## [Requirement]
What lines below include the word "junction"? Copy each one.

## [Collected data]
··········

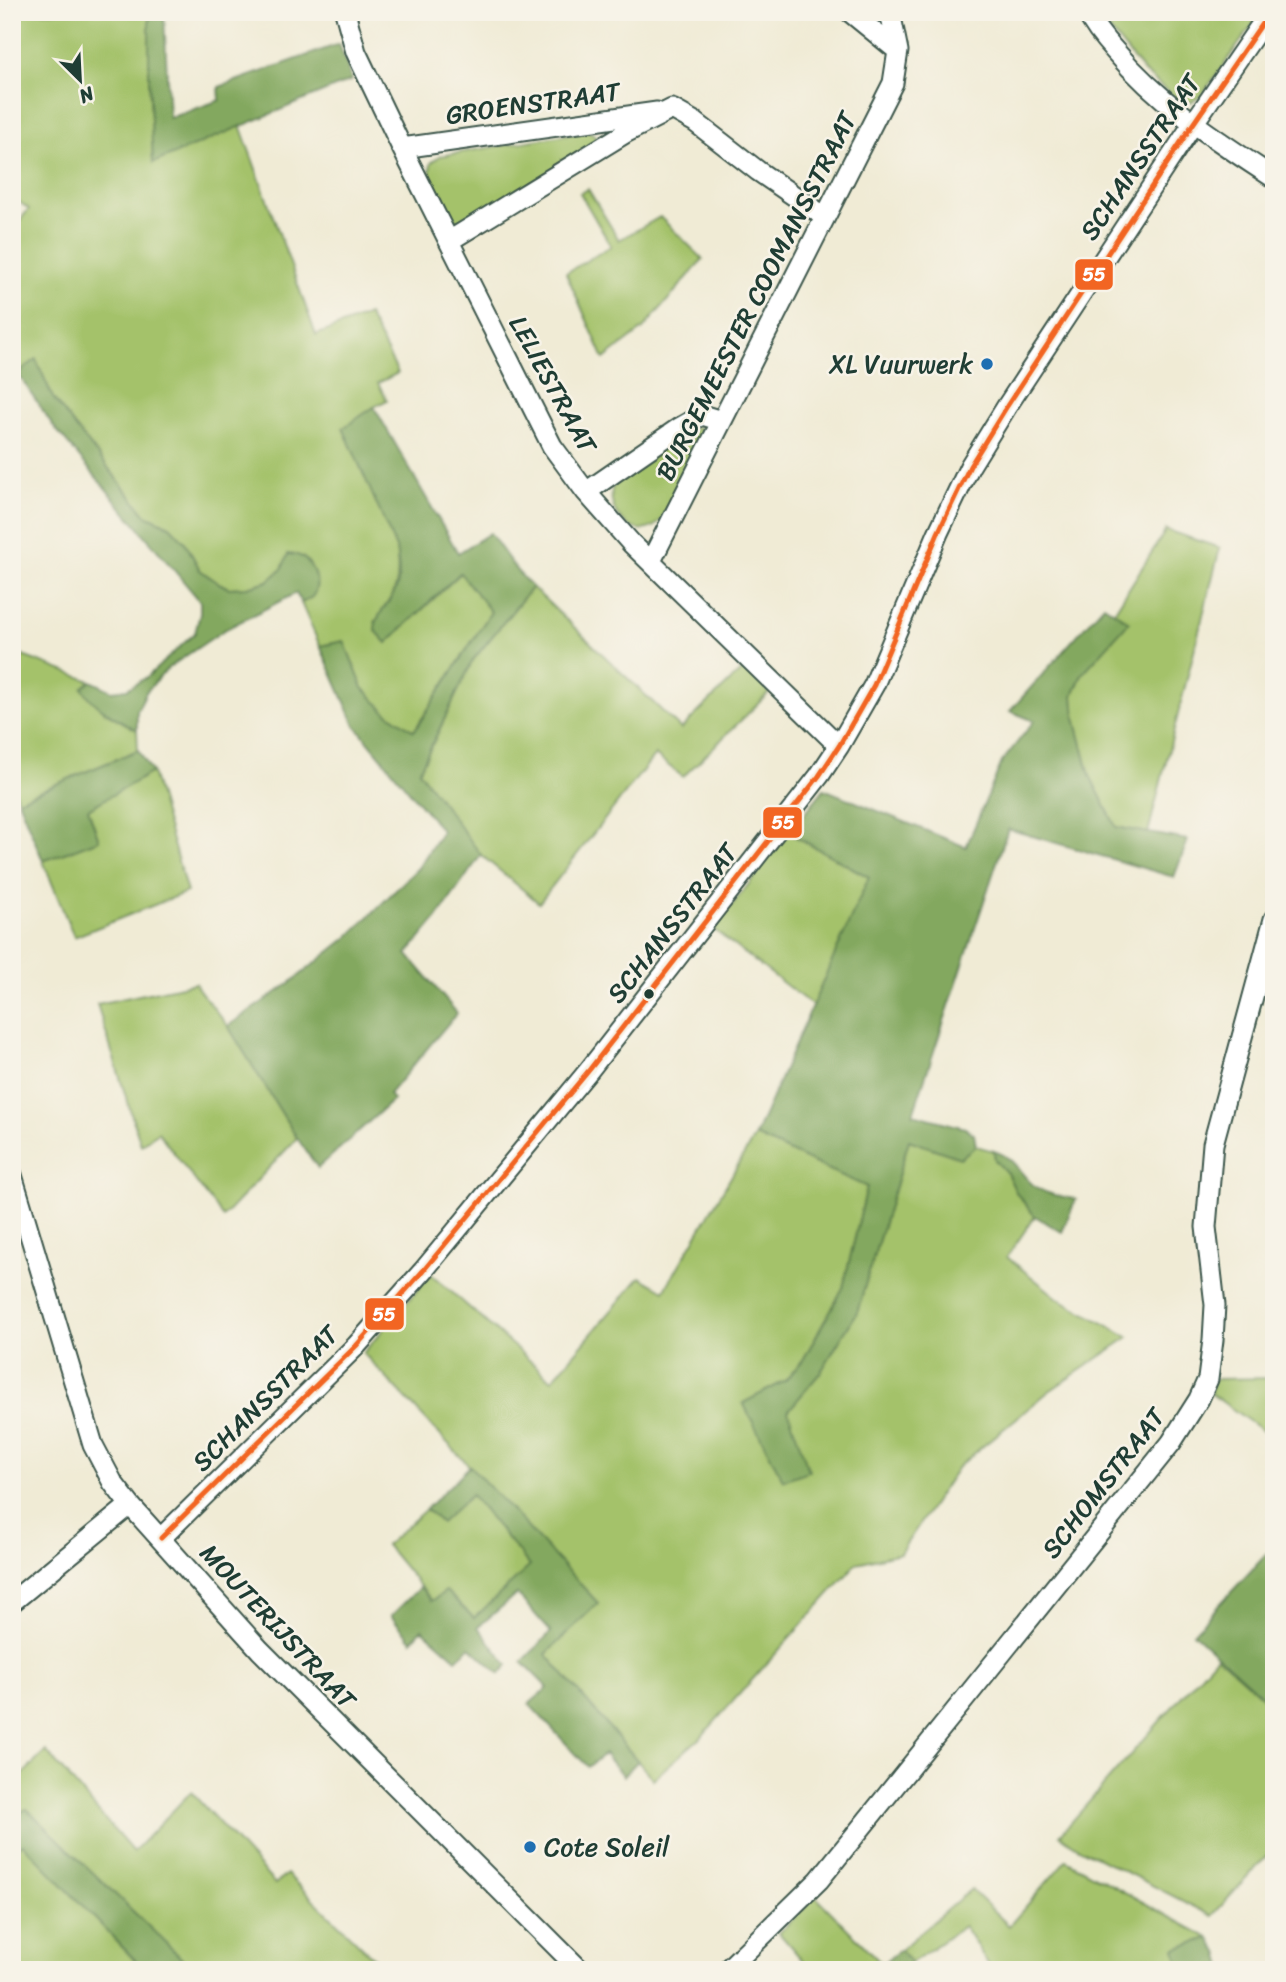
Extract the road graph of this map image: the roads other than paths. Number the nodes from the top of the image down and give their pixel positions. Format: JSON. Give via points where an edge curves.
{"nodes":[{"id":1,"x":345,"y":12,"type":"edge"},
{"id":2,"x":850,"y":12,"type":"edge"},
{"id":3,"x":890,"y":12,"type":"edge"},
{"id":4,"x":1087,"y":12,"type":"edge"},
{"id":5,"x":1270,"y":12,"type":"edge"},
{"id":6,"x":898,"y":51,"type":"junction"},
{"id":7,"x":672,"y":109,"type":"junction"},
{"id":8,"x":1193,"y":124,"type":"junction"},
{"id":9,"x":402,"y":148,"type":"junction"},
{"id":10,"x":1274,"y":178,"type":"edge"},
{"id":11,"x":825,"y":217,"type":"junction"},
{"id":12,"x":449,"y":241,"type":"junction"},
{"id":13,"x":722,"y":421,"type":"junction"},
{"id":14,"x":586,"y":492,"type":"junction"},
{"id":15,"x":651,"y":561,"type":"junction"},
{"id":16,"x":839,"y":746,"type":"junction"},
{"id":17,"x":1274,"y":919,"type":"edge"},
{"id":18,"x":12,"y":1175,"type":"edge"},
{"id":19,"x":130,"y":1505,"type":"junction"},
{"id":20,"x":161,"y":1538,"type":"junction"},
{"id":21,"x":12,"y":1602,"type":"edge"},
{"id":22,"x":580,"y":1970,"type":"edge"},
{"id":23,"x":727,"y":1970,"type":"edge"}],
"edges":[{"from":1,"to":9,"type":"street","name":"LELIESTRAAT","via":[[356,52]]},
{"from":2,"to":6,"type":"street"},
{"from":3,"to":6,"type":"street","name":"BURGEMEESTER COOMANSSTRAAT"},
{"from":4,"to":8,"type":"street","via":[[1094,27],[1138,78]]},
{"from":5,"to":8,"type":"street","name":"SCHANSSTRAAT"},
{"from":6,"to":11,"type":"street","name":"BURGEMEESTER COOMANSSTRAAT","via":[[893,83]]},
{"from":7,"to":9,"type":"street","name":"GROENSTRAAT"},
{"from":7,"to":11,"type":"street"},
{"from":7,"to":12,"type":"street","name":"GROENSTRAAT"},
{"from":8,"to":10,"type":"street"},
{"from":8,"to":16,"type":"street","name":"SCHANSSTRAAT","via":[[970,466],[873,685]]},
{"from":9,"to":12,"type":"street","name":"LELIESTRAAT"},
{"from":11,"to":13,"type":"street","name":"BURGEMEESTER COOMANSSTRAAT"},
{"from":12,"to":14,"type":"street","name":"LELIESTRAAT","via":[[552,446]]},
{"from":13,"to":14,"type":"street","via":[[702,415]]},
{"from":13,"to":15,"type":"street","name":"BURGEMEESTER COOMANSSTRAAT"},
{"from":14,"to":15,"type":"street","name":"LELIESTRAAT"},
{"from":15,"to":16,"type":"street","name":"LELIESTRAAT"},
{"from":16,"to":20,"type":"street","name":"SCHANSSTRAAT","via":[[590,1069],[424,1271],[356,1346]]},
{"from":17,"to":23,"type":"street","name":"SCHOMSTRAAT","via":[[1213,1144],[1206,1227],[1214,1328],[1208,1379],[1199,1399],[1171,1443],[819,1880]]},
{"from":18,"to":19,"type":"street","name":"MOUTERIJSTRAAT","via":[[93,1445]]},
{"from":19,"to":20,"type":"street","name":"MOUTERIJSTRAAT"},
{"from":19,"to":21,"type":"street"},
{"from":20,"to":22,"type":"street","name":"MOUTERIJSTRAAT","via":[[260,1650]]}]}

··········

## [Written answer]
{"id":6,"x":898,"y":51,"type":"junction"},
{"id":7,"x":672,"y":109,"type":"junction"},
{"id":8,"x":1193,"y":124,"type":"junction"},
{"id":9,"x":402,"y":148,"type":"junction"},
{"id":11,"x":825,"y":217,"type":"junction"},
{"id":12,"x":449,"y":241,"type":"junction"},
{"id":13,"x":722,"y":421,"type":"junction"},
{"id":14,"x":586,"y":492,"type":"junction"},
{"id":15,"x":651,"y":561,"type":"junction"},
{"id":16,"x":839,"y":746,"type":"junction"},
{"id":19,"x":130,"y":1505,"type":"junction"},
{"id":20,"x":161,"y":1538,"type":"junction"},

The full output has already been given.